### What you will do
Exactly as they appear, output all of the records. Skip any images.

### Dataset excerpts
++++

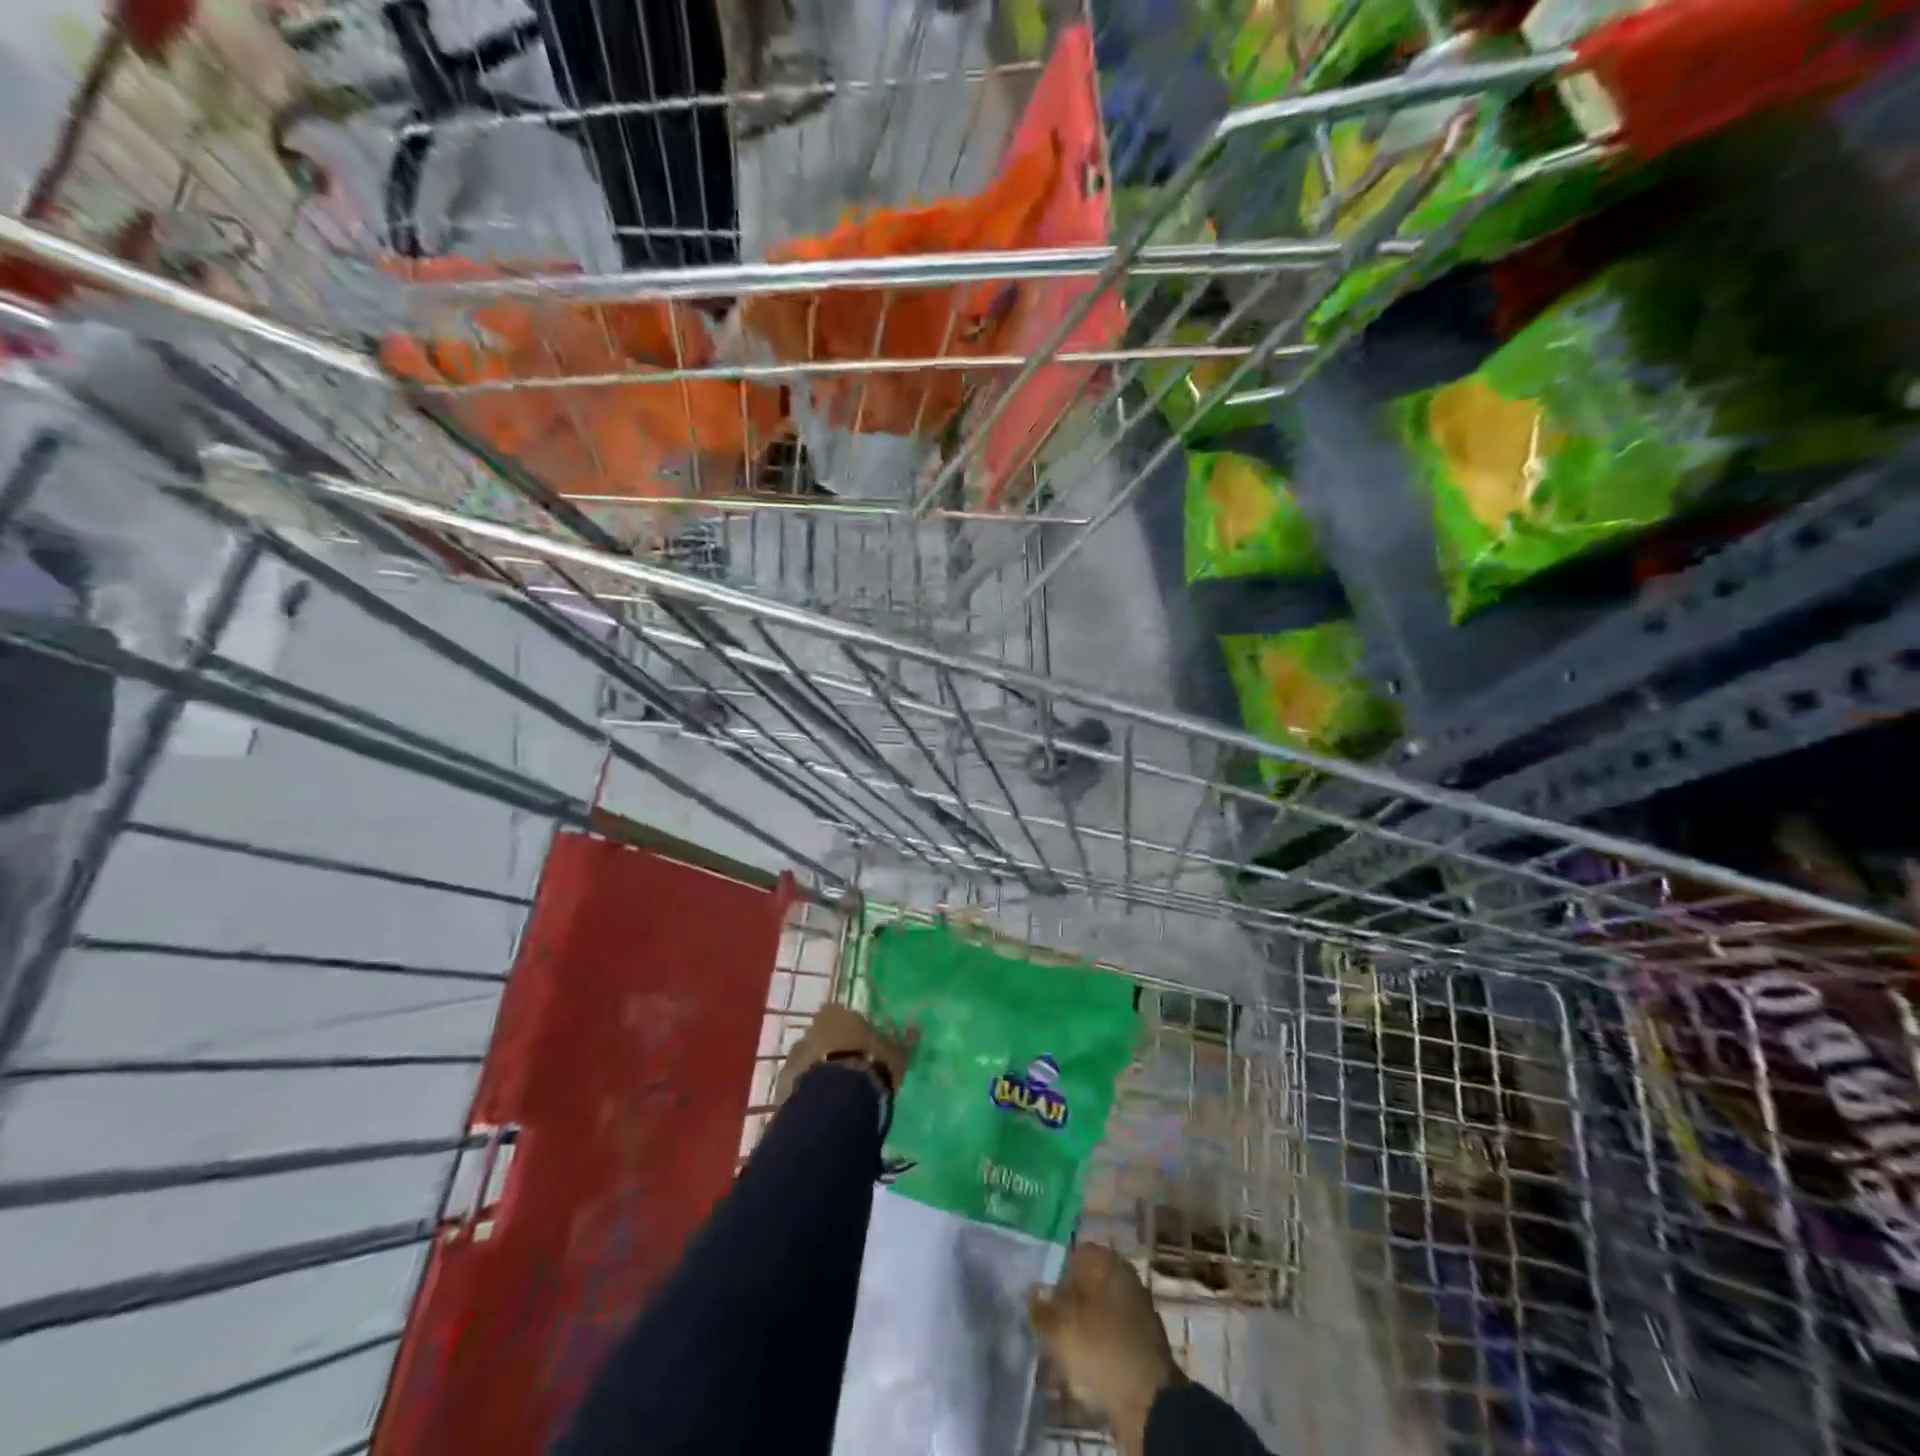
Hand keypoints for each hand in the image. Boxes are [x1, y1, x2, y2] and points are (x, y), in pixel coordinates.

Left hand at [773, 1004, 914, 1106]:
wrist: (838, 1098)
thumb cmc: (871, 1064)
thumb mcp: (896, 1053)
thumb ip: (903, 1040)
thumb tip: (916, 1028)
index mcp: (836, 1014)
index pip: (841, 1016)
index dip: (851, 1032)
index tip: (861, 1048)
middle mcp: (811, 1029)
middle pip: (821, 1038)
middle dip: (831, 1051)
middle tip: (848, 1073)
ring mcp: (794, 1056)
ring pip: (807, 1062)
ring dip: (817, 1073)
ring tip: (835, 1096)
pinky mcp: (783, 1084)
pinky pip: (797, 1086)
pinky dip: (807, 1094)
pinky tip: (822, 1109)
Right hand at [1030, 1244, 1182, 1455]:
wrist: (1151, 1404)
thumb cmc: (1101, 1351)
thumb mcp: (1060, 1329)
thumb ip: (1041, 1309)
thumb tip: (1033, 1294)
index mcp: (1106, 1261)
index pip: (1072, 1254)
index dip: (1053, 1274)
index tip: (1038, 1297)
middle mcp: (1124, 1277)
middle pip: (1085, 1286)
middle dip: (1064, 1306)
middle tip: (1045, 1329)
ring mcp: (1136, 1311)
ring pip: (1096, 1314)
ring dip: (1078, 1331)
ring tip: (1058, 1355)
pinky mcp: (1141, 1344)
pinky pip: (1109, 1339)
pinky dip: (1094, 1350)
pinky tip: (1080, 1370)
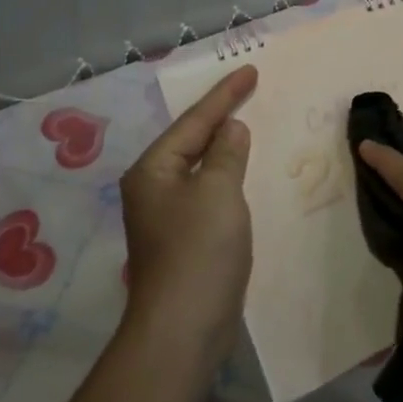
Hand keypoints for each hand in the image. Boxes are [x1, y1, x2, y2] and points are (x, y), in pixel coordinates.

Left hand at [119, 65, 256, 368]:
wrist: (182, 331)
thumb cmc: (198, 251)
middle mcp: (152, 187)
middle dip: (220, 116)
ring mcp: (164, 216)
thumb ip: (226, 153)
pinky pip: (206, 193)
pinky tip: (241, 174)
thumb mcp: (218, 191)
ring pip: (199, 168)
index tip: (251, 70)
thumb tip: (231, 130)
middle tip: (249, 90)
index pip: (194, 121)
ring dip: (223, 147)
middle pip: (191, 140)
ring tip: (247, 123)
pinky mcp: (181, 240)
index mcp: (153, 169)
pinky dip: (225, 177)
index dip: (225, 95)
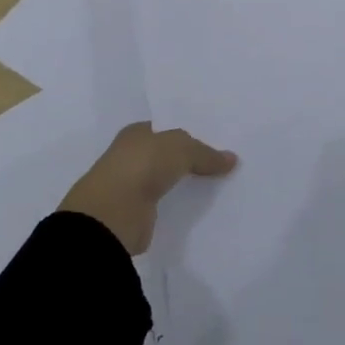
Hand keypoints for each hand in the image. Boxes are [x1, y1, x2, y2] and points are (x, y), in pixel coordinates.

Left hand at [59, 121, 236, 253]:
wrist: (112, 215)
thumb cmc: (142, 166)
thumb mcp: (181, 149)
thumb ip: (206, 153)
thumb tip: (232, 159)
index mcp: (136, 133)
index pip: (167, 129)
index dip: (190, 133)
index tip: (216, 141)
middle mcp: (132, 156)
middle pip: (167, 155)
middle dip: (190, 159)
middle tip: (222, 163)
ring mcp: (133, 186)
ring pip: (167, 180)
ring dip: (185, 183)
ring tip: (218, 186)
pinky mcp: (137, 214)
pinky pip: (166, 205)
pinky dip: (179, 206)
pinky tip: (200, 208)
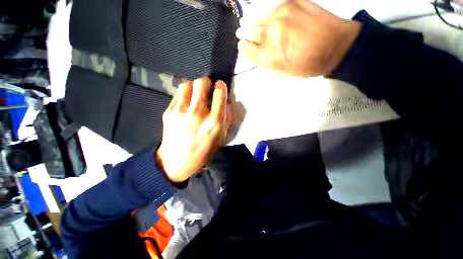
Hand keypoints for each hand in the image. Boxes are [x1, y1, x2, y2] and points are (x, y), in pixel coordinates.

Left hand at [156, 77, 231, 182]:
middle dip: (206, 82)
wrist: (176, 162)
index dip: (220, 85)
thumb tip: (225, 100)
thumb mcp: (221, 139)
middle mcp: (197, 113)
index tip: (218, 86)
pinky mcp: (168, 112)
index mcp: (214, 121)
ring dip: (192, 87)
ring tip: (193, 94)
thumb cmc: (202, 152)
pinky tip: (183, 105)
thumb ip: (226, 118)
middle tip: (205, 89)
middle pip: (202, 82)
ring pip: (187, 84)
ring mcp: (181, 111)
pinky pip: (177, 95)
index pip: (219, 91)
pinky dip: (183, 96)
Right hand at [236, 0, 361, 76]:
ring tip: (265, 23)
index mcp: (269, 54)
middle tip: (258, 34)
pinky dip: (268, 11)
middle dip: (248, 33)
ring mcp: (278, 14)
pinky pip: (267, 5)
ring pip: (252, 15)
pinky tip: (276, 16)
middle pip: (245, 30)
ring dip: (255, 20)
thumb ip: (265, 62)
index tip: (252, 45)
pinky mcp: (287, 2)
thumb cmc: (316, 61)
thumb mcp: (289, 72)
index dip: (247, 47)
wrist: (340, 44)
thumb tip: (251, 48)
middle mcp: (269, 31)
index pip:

++++

### Written response
Hand keypoints for each hand in the image. Boxes are [x1, y1, x2, y2] and points are (x, y), in pixel coordinates.

Left hand at [773, 1004, 914, 1106]:
wrist: (838, 1098)
thumb cmc: (871, 1064)
thumb mcp: (896, 1053)
thumb ip: (903, 1040)
thumb tip: (916, 1028)
index mcp: (836, 1014)
index pip: (841, 1016)
index dip: (851, 1032)
index tip: (861, 1048)
middle mcp: (811, 1029)
middle pip: (821, 1038)
middle dip: (831, 1051)
middle tip: (848, 1073)
ring mcp: (794, 1056)
ring pip: (807, 1062)
ring dip: (817, 1073)
ring tip: (835, 1096)
pinky mcp: (783, 1084)
pinky pip: (797, 1086)
pinky dip: (807, 1094)
pinky tip: (822, 1109)
Right hand at [1030, 1244, 1182, 1455]:
wrist: (1151, 1404)
thumb cmc: (1101, 1351)
thumb mcp: (1060, 1329)
thumb ip: (1041, 1309)
thumb tip: (1033, 1294)
index mcp: (1106, 1261)
index pip: (1072, 1254)
index dip: (1053, 1274)
index tip: (1038, 1297)
middle mcp: (1124, 1277)
middle pip: (1085, 1286)
middle dip: (1064, 1306)
middle tip: (1045, 1329)
ring mcp: (1136, 1311)
ring pip: (1096, 1314)
ring dip: (1078, 1331)
ring tip: (1058, 1355)
pinky mcp: (1141, 1344)
pinky pip: (1109, 1339)
pinky dip: (1094, 1350)
pinky tip: (1080, 1370)
Hand keypoints for each hand in the image. Boxes are [x1, y1, x2, y2] and points are (x, y), in pixel coordinates.

Left hand at [119, 65, 256, 368]:
wrist: (182, 331)
thumb cmc: (198, 251)
middle mcp: (152, 187)
middle dip: (220, 116)
ring mcp: (164, 216)
thumb ip: (226, 153)
pinky pip: (206, 193)
pinky tip: (241, 174)
thumb mcp: (218, 191)
ring pip: (199, 168)
index tip: (251, 70)
thumb tip: (231, 130)
middle tip: (249, 90)
index pip: (194, 121)
ring dip: (223, 147)
middle pip: (191, 140)
ring tip: (247, 123)
pinky mcp: (181, 240)
index mcp: (153, 169)
pinky dip: (225, 177)
index dip: (225, 95)
Hand keypoints for each hand in the image. Boxes are [x1, y1, x2, y2] and points are (x, y), in pixel coordinates.

Left hand at [59, 121, 236, 253]:
wrist: (112, 215)
thumb cmc: (142, 166)
thumb mcp: (181, 149)
thumb ip: (206, 153)
thumb tip: (232, 159)
index mcp: (136, 133)
index pip: (167, 129)
index dip: (190, 133)
index tip: (216, 141)
middle mcp: (132, 156)
middle pip: (167, 155)
middle dip: (190, 159)
middle tip: (222, 163)
ring mcp: (133, 186)
ring pip: (167, 180)
ring dip: (185, 183)
ring tip: (218, 186)
pinky mcp: (137, 214)
pinky pip: (166, 205)
pinky dip: (179, 206)
pinky tip: (200, 208)
Hand keypoints for each hand in the image. Boxes are [x1, y1, x2, y2] and points are (x, y), in pixel coordinates.

Left hand at [156, 77, 231, 182]:
middle dip: (206, 82)
wrist: (176, 162)
index dip: (220, 85)
thumb tip: (225, 100)
thumb mcp: (221, 139)
middle mcp: (197, 113)
index tip: (218, 86)
pinky mcp: (168, 112)
index mcp: (214, 121)
ring dip: (192, 87)
ring tip: (193, 94)
thumb cmc: (202, 152)
pinky tip: (183, 105)
thumb ip: (226, 118)
middle tip: (205, 89)
middle pip: (202, 82)
ring pip: (187, 84)
ring mcp: (181, 111)
pinky pip: (177, 95)
index pip: (219, 91)
pinky dip: (183, 96)
Right hand at [236, 0, 361, 76]:
ring tip: (265, 23)
index mcp: (269, 54)
middle tip: (258, 34)
pinky dip: (268, 11)
middle dip: (248, 33)
ring mcp: (278, 14)
pinky pip: (267, 5)
ring pip: (252, 15)
pinky tip: (276, 16)
middle pip: (245, 30)
ring dip: (255, 20)
thumb ip: (265, 62)
index tip: (252, 45)
pinky mcp: (287, 2)
thumb cmc: (316, 61)
thumb mcp: (289, 72)
index dip: (247, 47)
wrist: (340, 44)
thumb tip: (251, 48)
middle mcp: (269, 31)
index pip:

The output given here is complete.